## Your goal
Please report, as a single number, how many lines in the entries include the string "Ryeside".

[[ Recorded information, beginning ]]

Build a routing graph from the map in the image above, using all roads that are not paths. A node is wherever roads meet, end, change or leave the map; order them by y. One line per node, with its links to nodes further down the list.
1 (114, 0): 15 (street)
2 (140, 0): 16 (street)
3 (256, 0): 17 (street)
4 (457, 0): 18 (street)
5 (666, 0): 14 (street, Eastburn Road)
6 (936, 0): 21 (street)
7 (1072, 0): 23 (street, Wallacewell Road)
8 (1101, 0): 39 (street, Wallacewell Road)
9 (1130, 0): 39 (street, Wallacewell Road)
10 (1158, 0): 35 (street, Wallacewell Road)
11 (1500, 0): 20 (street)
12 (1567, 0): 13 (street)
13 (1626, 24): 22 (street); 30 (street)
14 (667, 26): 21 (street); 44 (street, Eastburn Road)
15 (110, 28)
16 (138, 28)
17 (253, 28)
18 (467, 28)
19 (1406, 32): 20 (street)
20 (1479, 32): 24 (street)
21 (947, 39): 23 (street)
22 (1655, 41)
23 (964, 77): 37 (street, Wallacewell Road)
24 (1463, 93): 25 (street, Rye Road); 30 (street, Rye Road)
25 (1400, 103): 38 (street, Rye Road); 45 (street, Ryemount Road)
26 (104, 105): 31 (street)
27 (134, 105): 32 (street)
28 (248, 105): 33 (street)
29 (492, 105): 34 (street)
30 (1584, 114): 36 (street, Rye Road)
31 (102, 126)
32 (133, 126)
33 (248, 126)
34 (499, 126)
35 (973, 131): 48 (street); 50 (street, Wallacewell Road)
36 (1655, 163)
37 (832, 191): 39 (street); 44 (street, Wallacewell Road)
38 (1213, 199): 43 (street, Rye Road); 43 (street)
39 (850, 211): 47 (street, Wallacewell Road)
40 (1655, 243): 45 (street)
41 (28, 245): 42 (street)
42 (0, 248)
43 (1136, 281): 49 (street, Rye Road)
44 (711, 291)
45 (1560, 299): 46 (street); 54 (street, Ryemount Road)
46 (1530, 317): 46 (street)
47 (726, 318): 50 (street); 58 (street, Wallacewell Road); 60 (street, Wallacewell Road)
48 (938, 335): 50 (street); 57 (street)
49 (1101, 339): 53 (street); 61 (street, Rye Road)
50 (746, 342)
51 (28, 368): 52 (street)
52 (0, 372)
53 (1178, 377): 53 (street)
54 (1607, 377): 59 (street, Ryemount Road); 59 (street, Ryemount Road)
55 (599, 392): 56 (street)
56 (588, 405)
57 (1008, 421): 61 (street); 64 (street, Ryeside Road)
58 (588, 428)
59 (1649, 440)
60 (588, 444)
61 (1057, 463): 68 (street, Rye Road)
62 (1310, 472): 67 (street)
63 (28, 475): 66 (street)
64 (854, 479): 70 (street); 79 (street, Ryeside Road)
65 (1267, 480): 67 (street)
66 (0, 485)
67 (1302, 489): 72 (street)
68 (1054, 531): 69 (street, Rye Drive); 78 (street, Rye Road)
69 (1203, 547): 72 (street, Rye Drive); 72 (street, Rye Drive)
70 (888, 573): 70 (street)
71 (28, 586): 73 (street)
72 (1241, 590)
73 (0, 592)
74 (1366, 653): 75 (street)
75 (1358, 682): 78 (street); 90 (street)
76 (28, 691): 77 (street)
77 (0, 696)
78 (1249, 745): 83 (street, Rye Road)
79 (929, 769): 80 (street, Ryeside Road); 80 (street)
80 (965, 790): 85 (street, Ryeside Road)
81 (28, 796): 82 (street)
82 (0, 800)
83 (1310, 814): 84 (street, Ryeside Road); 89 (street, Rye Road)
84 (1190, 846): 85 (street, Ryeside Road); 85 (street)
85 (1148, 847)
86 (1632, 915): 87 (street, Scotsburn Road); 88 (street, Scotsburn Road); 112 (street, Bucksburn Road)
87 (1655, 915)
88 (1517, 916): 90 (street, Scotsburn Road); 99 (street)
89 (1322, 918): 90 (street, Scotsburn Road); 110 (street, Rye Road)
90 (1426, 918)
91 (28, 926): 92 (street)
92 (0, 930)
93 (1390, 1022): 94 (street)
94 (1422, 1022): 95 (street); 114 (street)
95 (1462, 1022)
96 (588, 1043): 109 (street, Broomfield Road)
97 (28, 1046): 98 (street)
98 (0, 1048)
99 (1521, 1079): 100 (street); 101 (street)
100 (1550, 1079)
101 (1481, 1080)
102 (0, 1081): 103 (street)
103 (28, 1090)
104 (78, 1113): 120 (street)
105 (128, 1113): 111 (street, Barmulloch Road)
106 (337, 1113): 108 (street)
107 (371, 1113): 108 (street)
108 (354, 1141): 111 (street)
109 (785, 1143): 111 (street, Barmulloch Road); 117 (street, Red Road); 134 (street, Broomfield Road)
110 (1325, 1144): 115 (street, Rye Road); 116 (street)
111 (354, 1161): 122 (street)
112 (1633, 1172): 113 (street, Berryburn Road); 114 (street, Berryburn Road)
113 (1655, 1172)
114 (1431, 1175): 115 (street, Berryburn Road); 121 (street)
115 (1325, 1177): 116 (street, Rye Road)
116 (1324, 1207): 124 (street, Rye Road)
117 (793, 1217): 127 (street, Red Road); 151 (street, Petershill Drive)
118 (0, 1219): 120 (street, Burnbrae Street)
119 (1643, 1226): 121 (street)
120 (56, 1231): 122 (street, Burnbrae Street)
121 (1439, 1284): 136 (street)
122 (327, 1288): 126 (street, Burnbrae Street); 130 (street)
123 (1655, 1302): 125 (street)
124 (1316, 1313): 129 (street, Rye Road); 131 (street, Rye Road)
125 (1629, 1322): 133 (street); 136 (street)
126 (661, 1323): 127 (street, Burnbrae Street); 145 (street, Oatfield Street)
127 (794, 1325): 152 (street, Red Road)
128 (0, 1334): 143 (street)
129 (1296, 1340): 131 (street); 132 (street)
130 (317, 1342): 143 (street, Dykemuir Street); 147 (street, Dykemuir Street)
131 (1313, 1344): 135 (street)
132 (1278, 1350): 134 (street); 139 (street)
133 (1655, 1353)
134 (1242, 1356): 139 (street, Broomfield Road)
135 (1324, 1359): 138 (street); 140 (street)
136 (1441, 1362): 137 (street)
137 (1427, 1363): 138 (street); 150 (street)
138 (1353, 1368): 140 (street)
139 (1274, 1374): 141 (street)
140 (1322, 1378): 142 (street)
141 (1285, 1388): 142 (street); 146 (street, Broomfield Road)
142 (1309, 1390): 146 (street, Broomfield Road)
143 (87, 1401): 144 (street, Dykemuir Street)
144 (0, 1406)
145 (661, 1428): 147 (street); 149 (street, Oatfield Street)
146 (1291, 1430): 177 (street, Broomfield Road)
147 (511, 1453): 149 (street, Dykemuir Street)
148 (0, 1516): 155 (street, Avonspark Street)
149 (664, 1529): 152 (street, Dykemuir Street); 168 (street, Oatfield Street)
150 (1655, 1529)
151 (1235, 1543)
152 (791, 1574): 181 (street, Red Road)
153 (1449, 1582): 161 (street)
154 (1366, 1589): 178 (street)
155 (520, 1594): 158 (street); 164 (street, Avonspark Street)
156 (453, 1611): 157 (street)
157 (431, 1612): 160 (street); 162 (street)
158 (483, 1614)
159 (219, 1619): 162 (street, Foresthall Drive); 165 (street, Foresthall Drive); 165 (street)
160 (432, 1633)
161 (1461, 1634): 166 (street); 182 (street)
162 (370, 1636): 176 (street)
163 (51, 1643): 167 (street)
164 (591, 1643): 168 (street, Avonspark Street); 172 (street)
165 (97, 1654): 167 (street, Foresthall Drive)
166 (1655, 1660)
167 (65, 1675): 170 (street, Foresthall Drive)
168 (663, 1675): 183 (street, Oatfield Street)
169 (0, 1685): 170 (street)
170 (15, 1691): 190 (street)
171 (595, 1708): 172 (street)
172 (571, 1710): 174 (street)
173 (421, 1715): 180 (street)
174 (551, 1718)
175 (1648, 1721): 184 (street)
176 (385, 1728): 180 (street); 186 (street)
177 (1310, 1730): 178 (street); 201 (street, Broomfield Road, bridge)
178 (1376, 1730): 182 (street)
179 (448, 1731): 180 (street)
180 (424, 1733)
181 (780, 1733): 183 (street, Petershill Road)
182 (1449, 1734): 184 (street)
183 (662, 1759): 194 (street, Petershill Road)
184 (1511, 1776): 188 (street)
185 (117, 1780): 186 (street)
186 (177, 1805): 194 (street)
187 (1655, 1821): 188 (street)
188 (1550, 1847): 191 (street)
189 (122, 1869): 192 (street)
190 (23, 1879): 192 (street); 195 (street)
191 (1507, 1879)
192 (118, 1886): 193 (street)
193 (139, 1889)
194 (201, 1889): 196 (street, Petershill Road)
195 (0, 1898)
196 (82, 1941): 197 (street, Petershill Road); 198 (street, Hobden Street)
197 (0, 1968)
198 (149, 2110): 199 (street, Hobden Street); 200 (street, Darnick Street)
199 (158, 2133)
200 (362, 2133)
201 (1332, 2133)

[[ Recorded information, end ]]

## Written solution
6